→ **Task to carry out**
Retype all of the data word for word, without pictures.

BEGIN Data excerpts

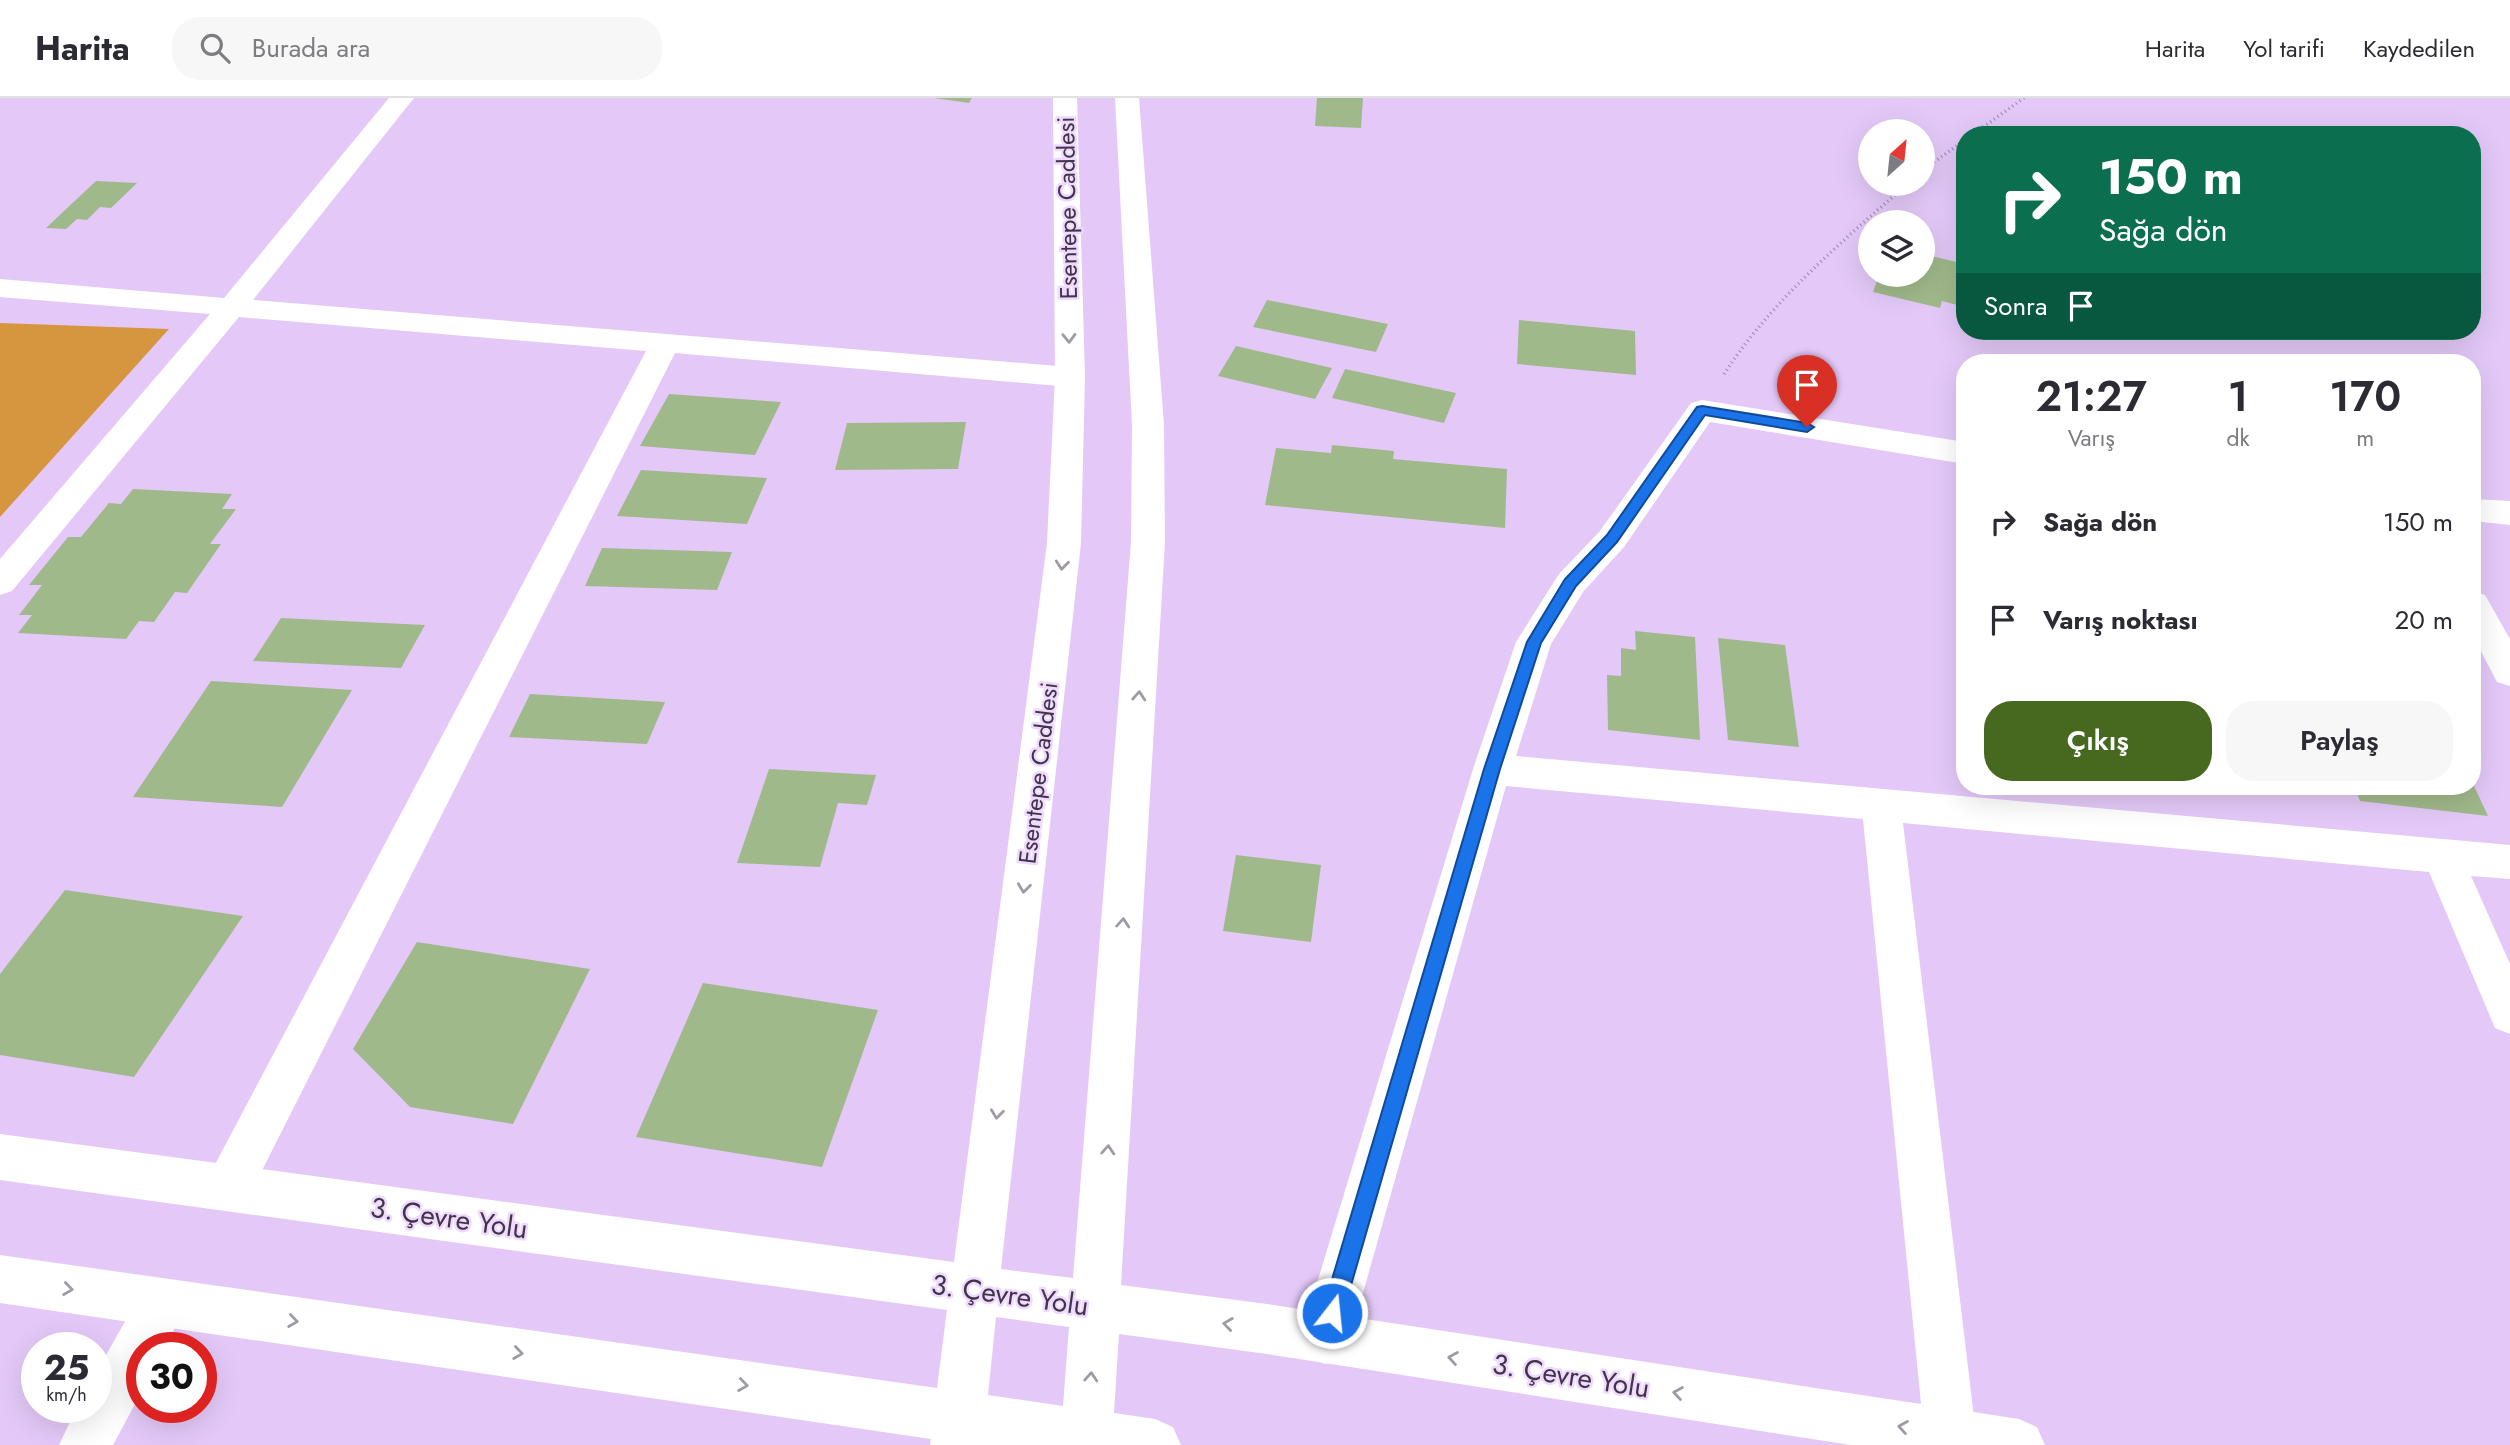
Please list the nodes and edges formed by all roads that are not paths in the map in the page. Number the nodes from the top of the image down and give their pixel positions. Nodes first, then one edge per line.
1 (402, 98) edge
2 (1065, 98) edge
3 (1128, 98) edge
4 (0, 288) edge
5 (232, 307) junction
6 (664, 345) junction
7 (1070, 377) junction
8 (1956, 452) edge
9 (2481, 511) edge
10 (2510, 513) edge
11 (0, 582) edge
12 (2481, 619) edge
13 (2510, 673) edge
14 (1492, 769) junction
15 (1881, 804) junction
16 (2442, 854) junction
17 (2510, 862) edge
18 (2510, 1014) edge
19 (0, 1157) edge
20 (228, 1188) junction
21 (0, 1279) edge
22 (975, 1290) junction
23 (162, 1303) junction
24 (1096, 1307) junction
25 (1325, 1339) junction
26 (958, 1430) edge
27 (1950, 1434) junction
28 (1086, 1440) edge
29 (85, 1445) edge
30 (1155, 1445) edge
31 (2019, 1445) edge

1 - 5 street
2 -> 7 street, Esentepe Caddesi
24 -> 3 street
4 - 5 street
5 - 6 street
5 - 11 street
6 - 7 street
6 - 20 street
7 -> 22 street, Esentepe Caddesi
8 - 14 street
9 - 10 street
12 - 13 street
14 - 15 street
14 - 25 street
15 - 16 street
15 - 27 street
16 - 17 street
16 - 18 street
19 - 20 street, 3. Çevre Yolu
20 - 22 street, 3. Çevre Yolu
21 -> 23 street
22 - 24 street, 3. Çevre Yolu
22 - 26 street, Esentepe Caddesi
23 -> 26 street
23 - 29 street
25 -> 24 street, 3. Çevre Yolu
28 -> 24 street
27 -> 25 street, 3. Çevre Yolu
26 - 28 street
27 - 31 street, 3. Çevre Yolu
28 - 30 street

END Data excerpts

→ **Task response**
Please list the nodes and edges formed by all roads that are not paths in the map in the page. Number the nodes from the top of the image down and give their pixel positions. Nodes first, then one edge per line.
1 (402, 98) edge
2 (1065, 98) edge
3 (1128, 98) edge
4 (0, 288) edge
5 (232, 307) junction
6 (664, 345) junction
7 (1070, 377) junction
8 (1956, 452) edge
9 (2481, 511) edge
10 (2510, 513) edge
11 (0, 582) edge
12 (2481, 619) edge
13 (2510, 673) edge
14 (1492, 769) junction
15 (1881, 804) junction
16 (2442, 854) junction
17 (2510, 862) edge
18 (2510, 1014) edge
19 (0, 1157) edge
20 (228, 1188) junction
21 (0, 1279) edge
22 (975, 1290) junction
23 (162, 1303) junction
24 (1096, 1307) junction
25 (1325, 1339) junction
26 (958, 1430) edge
27 (1950, 1434) junction
28 (1086, 1440) edge
29 (85, 1445) edge
30 (1155, 1445) edge
31 (2019, 1445) edge

1 - 5 street
2 -> 7 street, Esentepe Caddesi
24 -> 3 street
4 - 5 street
5 - 6 street
5 - 11 street
6 - 7 street
6 - 20 street
7 -> 22 street, Esentepe Caddesi
8 - 14 street
9 - 10 street
12 - 13 street
14 - 15 street
14 - 25 street
15 - 16 street
15 - 27 street
16 - 17 street
16 - 18 street
19 - 20 street, 3. Çevre Yolu
20 - 22 street, 3. Çevre Yolu
21 -> 23 street
22 - 24 street, 3. Çevre Yolu
22 - 26 street, Esentepe Caddesi
23 -> 26 street
23 - 29 street
25 -> 24 street, 3. Çevre Yolu
28 -> 24 street
27 -> 25 street, 3. Çevre Yolu
26 - 28 street
27 - 31 street, 3. Çevre Yolu
28 - 30 street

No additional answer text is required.